As we come to the end of the first quarter earnings season, the stock market has not become any easier to understand. Earnings are falling across the US and Europe, companies are lowering or withdrawing their forecasts for the rest of the year, and yet the market has been range-bound for a month now. This implies that the valuation, or earnings multiple, that the market is willing to pay is increasing, or that the market is expecting a sharp recovery in earnings in 2021. It’s also worth noting that the gap between market leaders and laggards, or growth stocks and value stocks, is growing ever wider. In a low-growth and low-rate world, a premium for higher growth stocks is understandable. We must ask ourselves though, whether the expectations and price for these winners may be too high.

Our investment view

As you’ve heard from us before, we try to look beyond the near-term noise and focus on the longer term for our investment decisions. Even for tactical asset allocation our time horizon is 12 months out. In our centrally-managed discretionary portfolios, the overweight to equities that we built up throughout March was based on the view that the market had over-reacted to the downside and offered higher than normal return prospects for investors with our time horizon. Now that the market has recovered so much of those losses, much faster than we expected, we have removed half of the overweight.
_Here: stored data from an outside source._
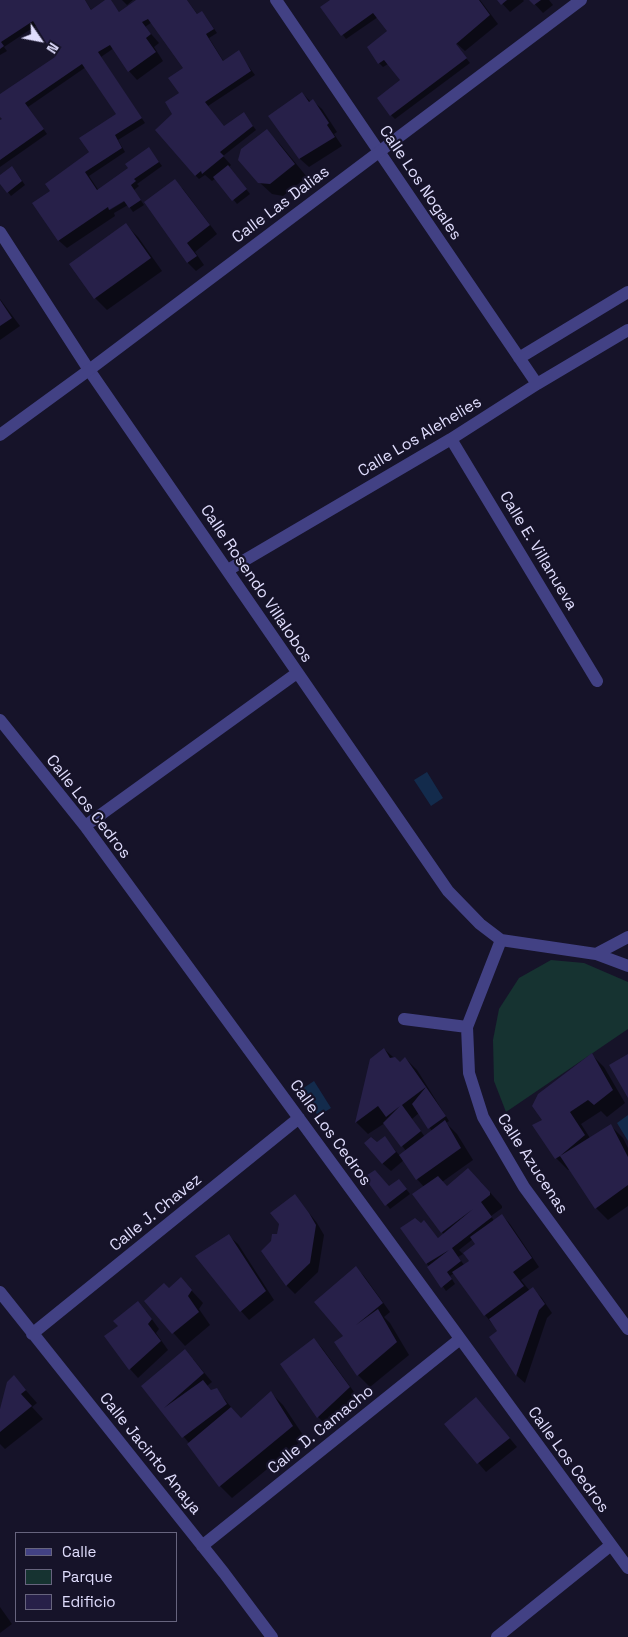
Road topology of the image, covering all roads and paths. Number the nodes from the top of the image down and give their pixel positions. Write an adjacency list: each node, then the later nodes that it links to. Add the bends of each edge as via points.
1 (276, 0): 3 (street, Calle Los Nogales)
2 (581, 0): 3 (street, Calle Las Dalias)
3 (379, 151): 7 (street, Calle Los Nogales); 8 (street, Calle Las Dalias)
4 (0, 232): 8 (street, Calle Rosendo Villalobos)
5 (628, 292): 7 (street)
6 (628, 330): 9 (street, Calle Los Alehelies)
7 (519, 358): 9 (street, Calle Los Nogales)
8 (89, 370): 10 (street, Calle Las Dalias); 12 (street, Calle Rosendo Villalobos)
9 (537, 384): 11 (street, Calle Los Alehelies)
10 (0, 435)
11 (451, 439): 12 (street, Calle Los Alehelies); 14 (street, Calle E. Villanueva)
12 (228, 570): 13 (street, Calle Rosendo Villalobos)
13 (297, 673): 16 (street); 18 (street, Calle Rosendo Villalobos, via 448,891 480,924)
14 (597, 681)
15 (0, 720): 16 (street, Calle Los Cedros)
16 (84, 826): 23 (street, Calle Los Cedros)
17 (628, 937): 19 (street)
18 (501, 940): 19 (street); 22 (street, Calle Azucenas)
19 (596, 954): 20 (street)
20 (628, 966)
21 (404, 1019): 22 (street)
22 (467, 1027): 25 (street, Calle Azucenas, via 469,1073 483,1117 524,1187)
23 (299, 1118): 26 (street, Calle J. Chavez); 27 (street, Calle Los Cedros)
24 (0, 1292): 26 (street, Calle Jacinto Anaya)
25 (628, 1329)
26 (32, 1334): 29 (street, Calle Jacinto Anaya)
27 (460, 1339): 28 (street, Calle Los Cedros); 29 (street, Calle D. Camacho)
28 (611, 1545): 30 (street, Calle Los Cedros); 32 (street)
29 (202, 1546): 31 (street, Calle Jacinto Anaya)
30 (628, 1568)
31 (272, 1637)
32 (497, 1637)

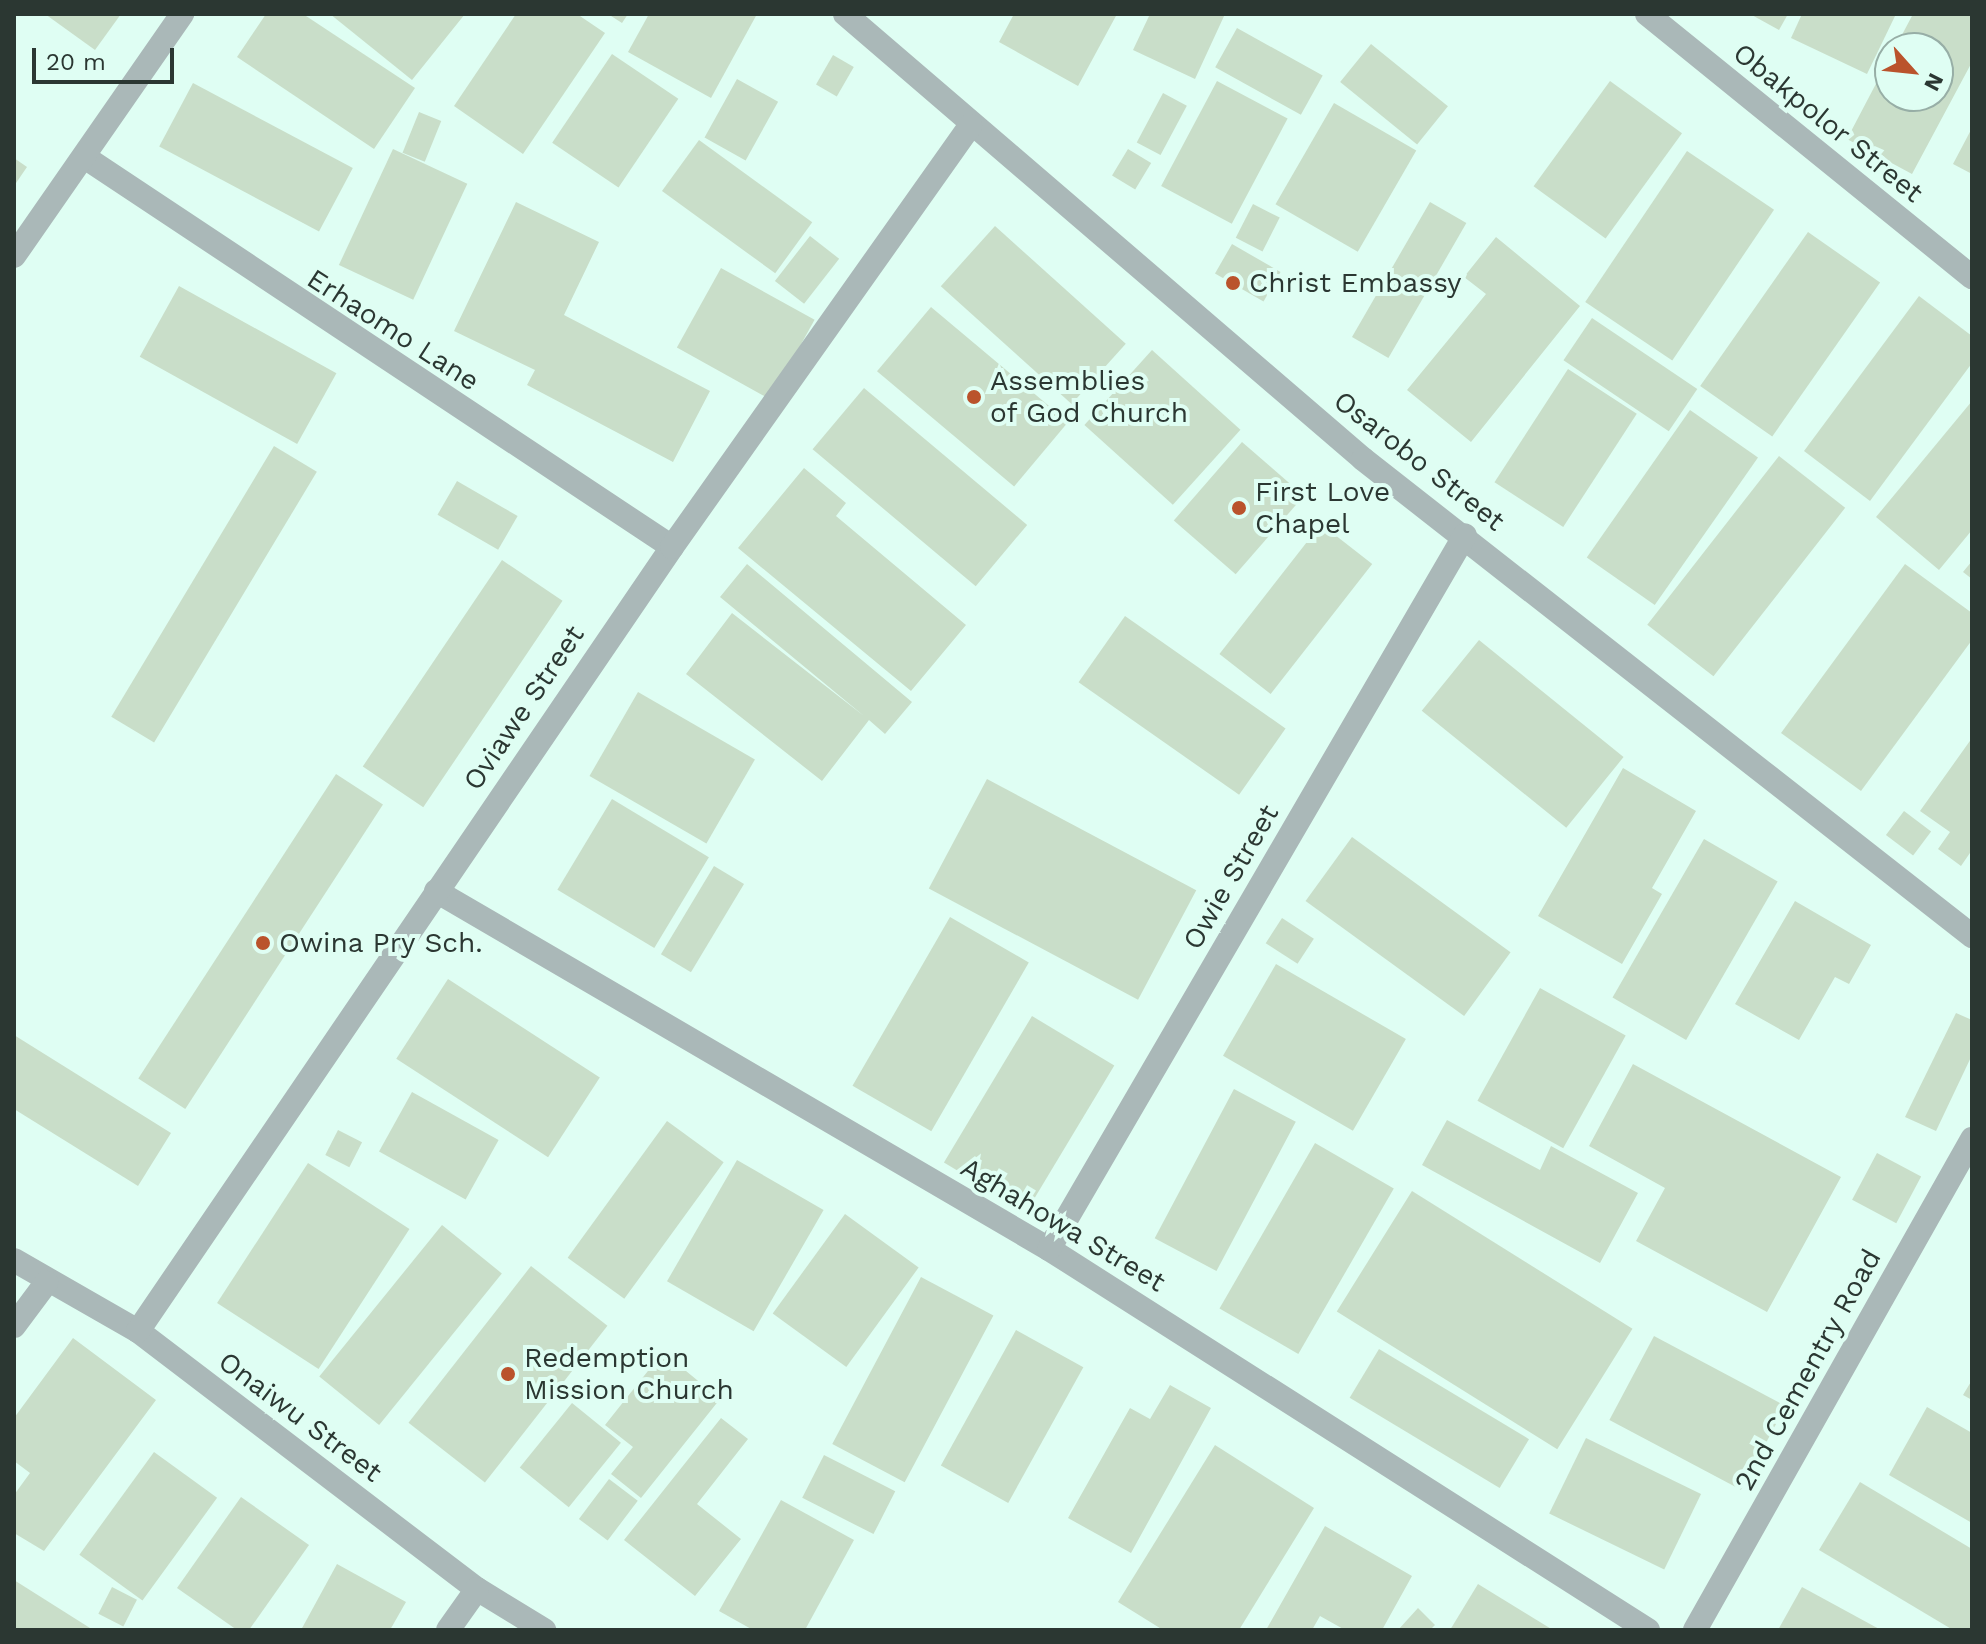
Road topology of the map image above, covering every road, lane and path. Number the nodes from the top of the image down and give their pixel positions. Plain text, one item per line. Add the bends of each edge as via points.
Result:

We note that this is not a negative view on the market nor a prediction that it will fall again.  It’s simply recognition that the opportunity for extra returns has decreased, and therefore our overweight has decreased.  Also, recognising that the prospects for bond returns are particularly unattractive, we returned the proceeds instead to short duration corporate credit. This does have some sensitivity to bond yields and the stock market, but only at a low level.  And as we mentioned last week, we have also raised our cash holding, to give us more flexibility to respond to further developments.